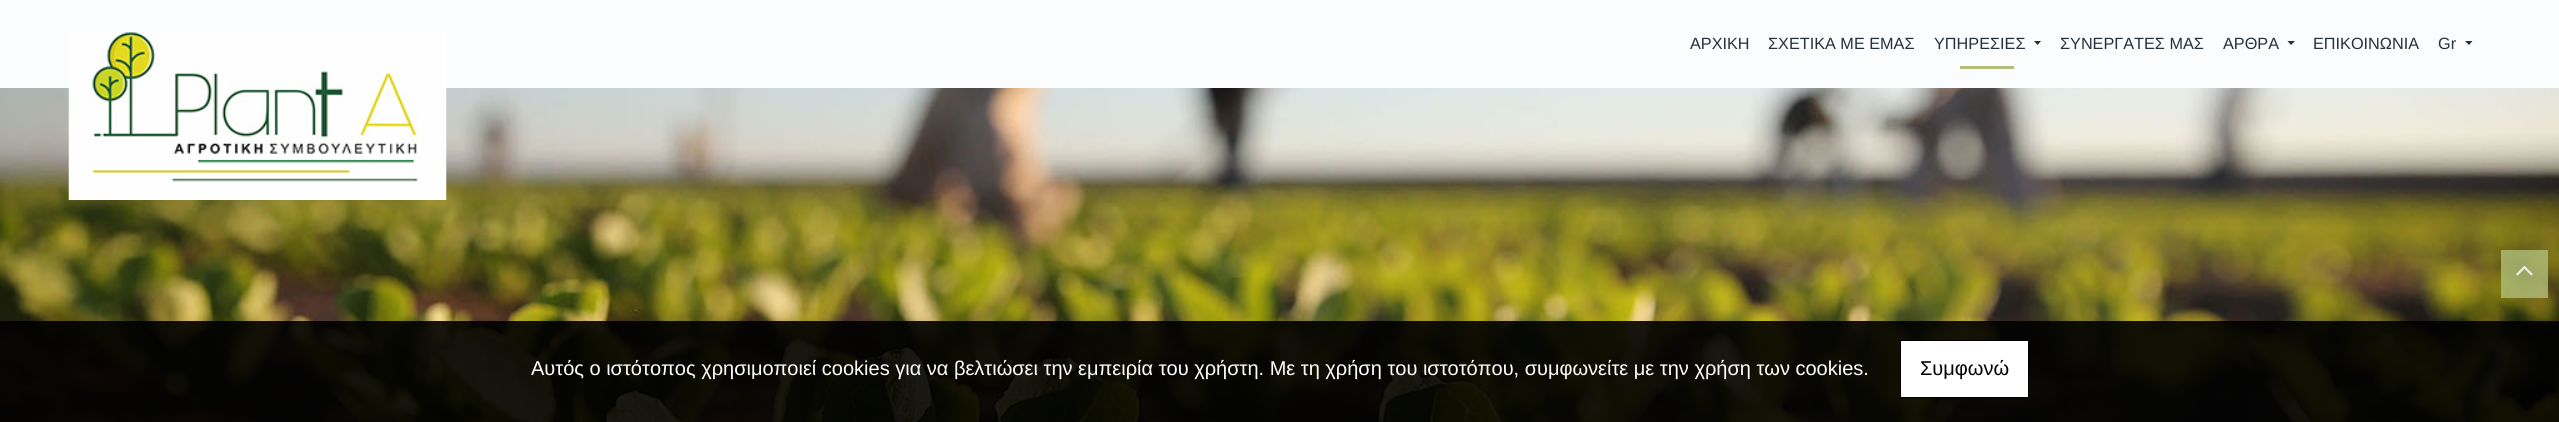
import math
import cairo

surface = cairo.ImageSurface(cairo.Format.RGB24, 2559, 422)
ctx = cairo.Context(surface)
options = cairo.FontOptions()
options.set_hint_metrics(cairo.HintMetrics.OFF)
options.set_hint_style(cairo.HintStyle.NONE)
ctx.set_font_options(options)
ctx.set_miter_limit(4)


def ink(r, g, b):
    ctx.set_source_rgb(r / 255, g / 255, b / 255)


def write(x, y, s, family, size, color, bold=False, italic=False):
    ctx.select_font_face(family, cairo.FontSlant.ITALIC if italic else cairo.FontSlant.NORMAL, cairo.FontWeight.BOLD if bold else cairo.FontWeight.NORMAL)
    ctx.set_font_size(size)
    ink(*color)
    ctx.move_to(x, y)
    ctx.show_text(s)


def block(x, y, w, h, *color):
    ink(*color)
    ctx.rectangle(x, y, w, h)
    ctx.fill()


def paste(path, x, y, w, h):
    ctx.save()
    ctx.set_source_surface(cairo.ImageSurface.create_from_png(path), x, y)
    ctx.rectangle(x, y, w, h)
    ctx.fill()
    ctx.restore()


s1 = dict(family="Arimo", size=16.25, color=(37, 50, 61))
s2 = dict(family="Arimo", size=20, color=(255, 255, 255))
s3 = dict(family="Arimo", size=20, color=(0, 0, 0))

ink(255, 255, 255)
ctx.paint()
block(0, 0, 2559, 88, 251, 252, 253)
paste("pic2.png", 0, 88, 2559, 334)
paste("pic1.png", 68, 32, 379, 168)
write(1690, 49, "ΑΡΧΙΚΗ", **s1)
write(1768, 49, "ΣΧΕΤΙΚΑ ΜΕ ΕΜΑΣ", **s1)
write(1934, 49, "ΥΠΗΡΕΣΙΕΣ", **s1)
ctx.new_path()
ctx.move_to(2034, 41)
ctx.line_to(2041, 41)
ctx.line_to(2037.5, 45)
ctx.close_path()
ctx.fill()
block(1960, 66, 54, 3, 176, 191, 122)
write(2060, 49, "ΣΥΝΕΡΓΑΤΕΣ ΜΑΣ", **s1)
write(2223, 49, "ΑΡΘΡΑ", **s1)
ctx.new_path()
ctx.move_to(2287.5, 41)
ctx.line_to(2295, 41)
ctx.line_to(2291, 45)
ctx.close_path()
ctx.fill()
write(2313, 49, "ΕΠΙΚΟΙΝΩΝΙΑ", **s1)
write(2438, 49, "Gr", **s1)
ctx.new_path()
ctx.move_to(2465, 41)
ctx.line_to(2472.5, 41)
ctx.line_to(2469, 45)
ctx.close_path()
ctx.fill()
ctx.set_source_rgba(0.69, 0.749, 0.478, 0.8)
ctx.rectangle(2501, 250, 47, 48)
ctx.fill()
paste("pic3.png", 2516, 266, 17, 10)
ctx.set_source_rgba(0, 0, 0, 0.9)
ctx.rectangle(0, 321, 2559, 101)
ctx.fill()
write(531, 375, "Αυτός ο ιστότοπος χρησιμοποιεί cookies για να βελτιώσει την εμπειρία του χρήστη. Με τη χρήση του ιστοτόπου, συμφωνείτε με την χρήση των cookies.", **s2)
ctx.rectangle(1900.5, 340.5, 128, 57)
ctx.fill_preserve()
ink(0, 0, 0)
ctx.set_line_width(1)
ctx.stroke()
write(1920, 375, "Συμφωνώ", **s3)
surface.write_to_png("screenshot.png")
==
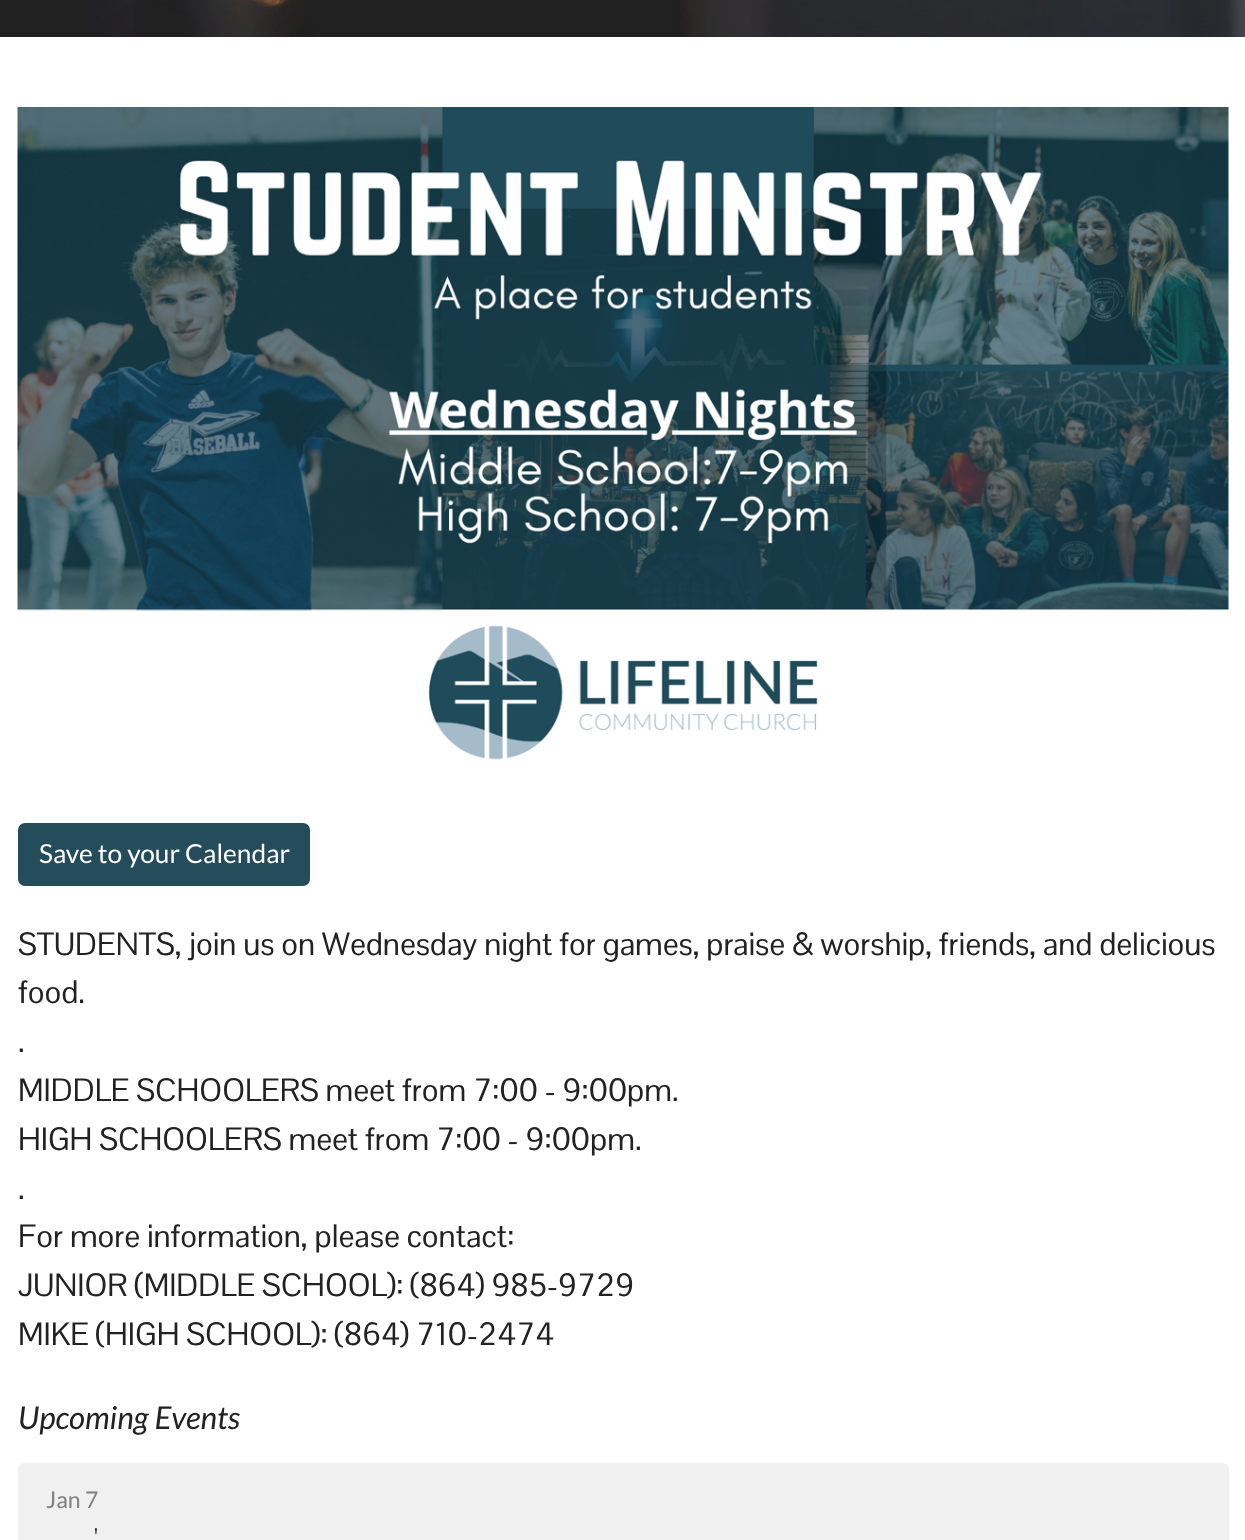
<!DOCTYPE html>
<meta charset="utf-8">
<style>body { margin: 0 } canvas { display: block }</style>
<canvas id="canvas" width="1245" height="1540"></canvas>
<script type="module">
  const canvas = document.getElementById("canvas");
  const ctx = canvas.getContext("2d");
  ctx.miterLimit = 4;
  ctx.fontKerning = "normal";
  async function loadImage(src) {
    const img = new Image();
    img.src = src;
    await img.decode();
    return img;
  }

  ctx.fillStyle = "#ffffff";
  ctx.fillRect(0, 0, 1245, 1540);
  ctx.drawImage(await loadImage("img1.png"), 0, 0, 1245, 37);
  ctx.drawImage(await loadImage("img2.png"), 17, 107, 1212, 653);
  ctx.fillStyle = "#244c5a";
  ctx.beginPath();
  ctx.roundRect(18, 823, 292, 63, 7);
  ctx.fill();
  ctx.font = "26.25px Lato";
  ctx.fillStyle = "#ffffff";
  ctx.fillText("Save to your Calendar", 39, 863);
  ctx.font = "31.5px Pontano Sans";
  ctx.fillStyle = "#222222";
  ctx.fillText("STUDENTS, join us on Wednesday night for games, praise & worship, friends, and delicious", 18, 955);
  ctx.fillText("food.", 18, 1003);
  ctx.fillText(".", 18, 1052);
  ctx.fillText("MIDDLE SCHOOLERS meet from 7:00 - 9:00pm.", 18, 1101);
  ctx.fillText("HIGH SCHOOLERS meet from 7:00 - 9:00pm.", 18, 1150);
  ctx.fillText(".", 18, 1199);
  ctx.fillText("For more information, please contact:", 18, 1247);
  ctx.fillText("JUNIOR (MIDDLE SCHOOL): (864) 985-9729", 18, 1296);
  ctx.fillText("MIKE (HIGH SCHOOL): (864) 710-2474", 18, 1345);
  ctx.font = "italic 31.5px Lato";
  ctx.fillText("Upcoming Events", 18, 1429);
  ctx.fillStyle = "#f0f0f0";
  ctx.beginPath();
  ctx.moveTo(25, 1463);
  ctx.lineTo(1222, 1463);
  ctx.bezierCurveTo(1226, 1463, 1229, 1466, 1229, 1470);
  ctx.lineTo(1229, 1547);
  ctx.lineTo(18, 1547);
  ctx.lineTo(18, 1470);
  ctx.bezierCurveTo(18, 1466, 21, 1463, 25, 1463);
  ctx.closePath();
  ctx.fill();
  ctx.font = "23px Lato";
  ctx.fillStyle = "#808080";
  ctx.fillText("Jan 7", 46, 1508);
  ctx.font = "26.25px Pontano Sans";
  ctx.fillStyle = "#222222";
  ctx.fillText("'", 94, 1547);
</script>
...
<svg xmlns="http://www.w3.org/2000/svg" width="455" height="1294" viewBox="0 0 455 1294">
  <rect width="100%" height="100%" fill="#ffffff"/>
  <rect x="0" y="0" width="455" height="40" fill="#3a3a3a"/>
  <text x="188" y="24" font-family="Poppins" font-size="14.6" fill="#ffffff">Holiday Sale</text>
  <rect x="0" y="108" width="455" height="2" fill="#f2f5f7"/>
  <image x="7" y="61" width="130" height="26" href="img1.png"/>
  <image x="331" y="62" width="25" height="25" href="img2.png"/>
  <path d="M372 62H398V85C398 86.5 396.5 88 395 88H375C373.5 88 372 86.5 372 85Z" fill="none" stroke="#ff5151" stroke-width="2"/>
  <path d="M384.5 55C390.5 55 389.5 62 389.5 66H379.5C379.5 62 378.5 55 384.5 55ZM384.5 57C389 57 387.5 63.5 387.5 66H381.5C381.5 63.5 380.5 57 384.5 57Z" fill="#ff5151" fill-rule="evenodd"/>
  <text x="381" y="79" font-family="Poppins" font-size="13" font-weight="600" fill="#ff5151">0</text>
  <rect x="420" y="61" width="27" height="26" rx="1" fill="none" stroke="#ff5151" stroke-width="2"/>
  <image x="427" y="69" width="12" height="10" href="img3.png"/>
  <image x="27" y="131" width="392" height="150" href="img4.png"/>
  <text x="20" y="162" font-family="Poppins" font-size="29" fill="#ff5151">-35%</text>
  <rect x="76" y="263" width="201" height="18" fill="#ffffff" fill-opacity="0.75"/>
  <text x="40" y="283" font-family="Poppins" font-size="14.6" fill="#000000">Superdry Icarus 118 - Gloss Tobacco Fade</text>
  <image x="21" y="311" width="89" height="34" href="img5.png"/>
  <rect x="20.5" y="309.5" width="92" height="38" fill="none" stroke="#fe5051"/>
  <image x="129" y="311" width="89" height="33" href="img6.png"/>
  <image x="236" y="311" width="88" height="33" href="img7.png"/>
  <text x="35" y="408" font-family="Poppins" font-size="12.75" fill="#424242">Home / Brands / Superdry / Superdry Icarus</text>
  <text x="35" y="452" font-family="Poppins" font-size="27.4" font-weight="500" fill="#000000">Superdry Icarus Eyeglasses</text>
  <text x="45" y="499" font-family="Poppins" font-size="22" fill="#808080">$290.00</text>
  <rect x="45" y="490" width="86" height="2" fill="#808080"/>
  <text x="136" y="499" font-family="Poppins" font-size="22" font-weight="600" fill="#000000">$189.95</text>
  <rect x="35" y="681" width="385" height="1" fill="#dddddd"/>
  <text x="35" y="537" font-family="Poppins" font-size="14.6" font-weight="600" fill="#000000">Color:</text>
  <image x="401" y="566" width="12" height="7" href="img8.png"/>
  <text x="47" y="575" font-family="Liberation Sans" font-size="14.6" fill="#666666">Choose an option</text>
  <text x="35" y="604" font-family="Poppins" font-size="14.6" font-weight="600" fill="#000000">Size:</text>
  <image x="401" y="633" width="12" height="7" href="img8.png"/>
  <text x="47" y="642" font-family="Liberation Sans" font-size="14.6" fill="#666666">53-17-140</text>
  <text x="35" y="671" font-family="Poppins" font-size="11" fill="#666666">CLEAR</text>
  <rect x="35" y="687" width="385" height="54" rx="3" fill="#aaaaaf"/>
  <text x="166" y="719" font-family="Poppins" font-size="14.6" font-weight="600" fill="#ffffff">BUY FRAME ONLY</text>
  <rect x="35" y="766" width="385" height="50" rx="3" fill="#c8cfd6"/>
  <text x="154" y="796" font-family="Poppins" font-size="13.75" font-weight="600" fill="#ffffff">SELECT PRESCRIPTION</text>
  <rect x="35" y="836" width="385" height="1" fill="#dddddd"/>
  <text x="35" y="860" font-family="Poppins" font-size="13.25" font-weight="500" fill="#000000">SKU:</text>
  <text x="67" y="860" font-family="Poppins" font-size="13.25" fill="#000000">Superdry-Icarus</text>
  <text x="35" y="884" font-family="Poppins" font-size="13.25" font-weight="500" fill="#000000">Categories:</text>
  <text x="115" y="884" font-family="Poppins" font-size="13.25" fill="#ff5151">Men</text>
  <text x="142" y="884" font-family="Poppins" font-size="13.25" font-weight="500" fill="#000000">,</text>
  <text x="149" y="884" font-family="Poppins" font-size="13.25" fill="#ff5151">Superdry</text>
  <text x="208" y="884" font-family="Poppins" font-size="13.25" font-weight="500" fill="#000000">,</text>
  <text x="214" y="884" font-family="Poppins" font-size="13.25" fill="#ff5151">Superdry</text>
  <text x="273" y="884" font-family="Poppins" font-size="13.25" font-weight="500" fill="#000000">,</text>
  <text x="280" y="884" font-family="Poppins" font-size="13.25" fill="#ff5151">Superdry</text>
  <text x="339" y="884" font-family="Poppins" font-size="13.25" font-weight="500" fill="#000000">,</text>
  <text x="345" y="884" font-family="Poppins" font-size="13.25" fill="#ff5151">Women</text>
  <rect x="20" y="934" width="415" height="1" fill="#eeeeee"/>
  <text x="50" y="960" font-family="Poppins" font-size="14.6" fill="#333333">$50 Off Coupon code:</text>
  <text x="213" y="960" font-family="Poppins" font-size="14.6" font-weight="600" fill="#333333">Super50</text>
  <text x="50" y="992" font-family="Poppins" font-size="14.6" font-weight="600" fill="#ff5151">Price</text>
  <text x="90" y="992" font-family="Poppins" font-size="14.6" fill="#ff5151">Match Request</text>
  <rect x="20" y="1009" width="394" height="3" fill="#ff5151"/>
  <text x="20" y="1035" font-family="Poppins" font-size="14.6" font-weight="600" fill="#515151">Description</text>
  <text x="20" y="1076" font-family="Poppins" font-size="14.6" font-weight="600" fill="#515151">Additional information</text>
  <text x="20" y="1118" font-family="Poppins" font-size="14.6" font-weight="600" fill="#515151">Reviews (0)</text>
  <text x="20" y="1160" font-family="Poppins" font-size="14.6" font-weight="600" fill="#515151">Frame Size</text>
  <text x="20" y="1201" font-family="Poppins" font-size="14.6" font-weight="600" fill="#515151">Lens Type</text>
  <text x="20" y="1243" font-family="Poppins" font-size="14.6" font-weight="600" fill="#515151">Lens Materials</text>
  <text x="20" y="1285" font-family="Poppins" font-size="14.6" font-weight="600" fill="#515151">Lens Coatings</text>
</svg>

> **BRIEF**
Retype, in the same exact form, the lines of the material above from the line holding "import math" through the line holding "ctx.restore()".

> **OUTPUT FOR THIS EXERCISE**
import math
import cairo

surface = cairo.ImageSurface(cairo.Format.RGB24, 2559, 422)
ctx = cairo.Context(surface)
options = cairo.FontOptions()
options.set_hint_metrics(cairo.HintMetrics.OFF)
options.set_hint_style(cairo.HintStyle.NONE)
ctx.set_font_options(options)
ctx.set_miter_limit(4)


def ink(r, g, b):
    ctx.set_source_rgb(r / 255, g / 255, b / 255)


def write(x, y, s, family, size, color, bold=False, italic=False):
    ctx.select_font_face(family, cairo.FontSlant.ITALIC if italic else cairo.FontSlant.NORMAL, cairo.FontWeight.BOLD if bold else cairo.FontWeight.NORMAL)
    ctx.set_font_size(size)
    ink(*color)
    ctx.move_to(x, y)
    ctx.show_text(s)


def block(x, y, w, h, *color):
    ink(*color)
    ctx.rectangle(x, y, w, h)
    ctx.fill()


def paste(path, x, y, w, h):
    ctx.save()
    ctx.set_source_surface(cairo.ImageSurface.create_from_png(path), x, y)
    ctx.rectangle(x, y, w, h)
    ctx.fill()
    ctx.restore()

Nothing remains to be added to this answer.